→ **WHAT TO PRODUCE**: Count the lines in the entries that contain "ring". Say the number and nothing more.

→ **GIVEN DATA**:
[Start of section]

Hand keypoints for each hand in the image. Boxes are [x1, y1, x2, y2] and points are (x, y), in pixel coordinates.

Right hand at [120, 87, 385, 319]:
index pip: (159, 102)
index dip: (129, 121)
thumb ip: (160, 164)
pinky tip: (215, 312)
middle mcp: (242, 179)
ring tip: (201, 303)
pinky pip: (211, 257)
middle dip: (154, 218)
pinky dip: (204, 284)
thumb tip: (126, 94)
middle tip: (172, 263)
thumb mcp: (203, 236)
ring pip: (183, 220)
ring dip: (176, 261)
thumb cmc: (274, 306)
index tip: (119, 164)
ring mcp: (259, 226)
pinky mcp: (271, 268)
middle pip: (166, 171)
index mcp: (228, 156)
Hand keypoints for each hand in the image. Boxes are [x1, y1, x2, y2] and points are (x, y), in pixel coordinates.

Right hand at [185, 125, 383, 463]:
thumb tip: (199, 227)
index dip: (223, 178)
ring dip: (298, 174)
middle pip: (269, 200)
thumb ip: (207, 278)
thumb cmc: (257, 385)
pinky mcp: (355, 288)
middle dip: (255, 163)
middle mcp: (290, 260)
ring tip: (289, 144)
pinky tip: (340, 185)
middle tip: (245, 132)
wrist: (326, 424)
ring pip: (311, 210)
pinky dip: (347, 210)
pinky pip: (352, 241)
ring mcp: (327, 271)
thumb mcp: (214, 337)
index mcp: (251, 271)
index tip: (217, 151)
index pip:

[End of section]

→ **SOLUTION TO THIS EXERCISE**: 8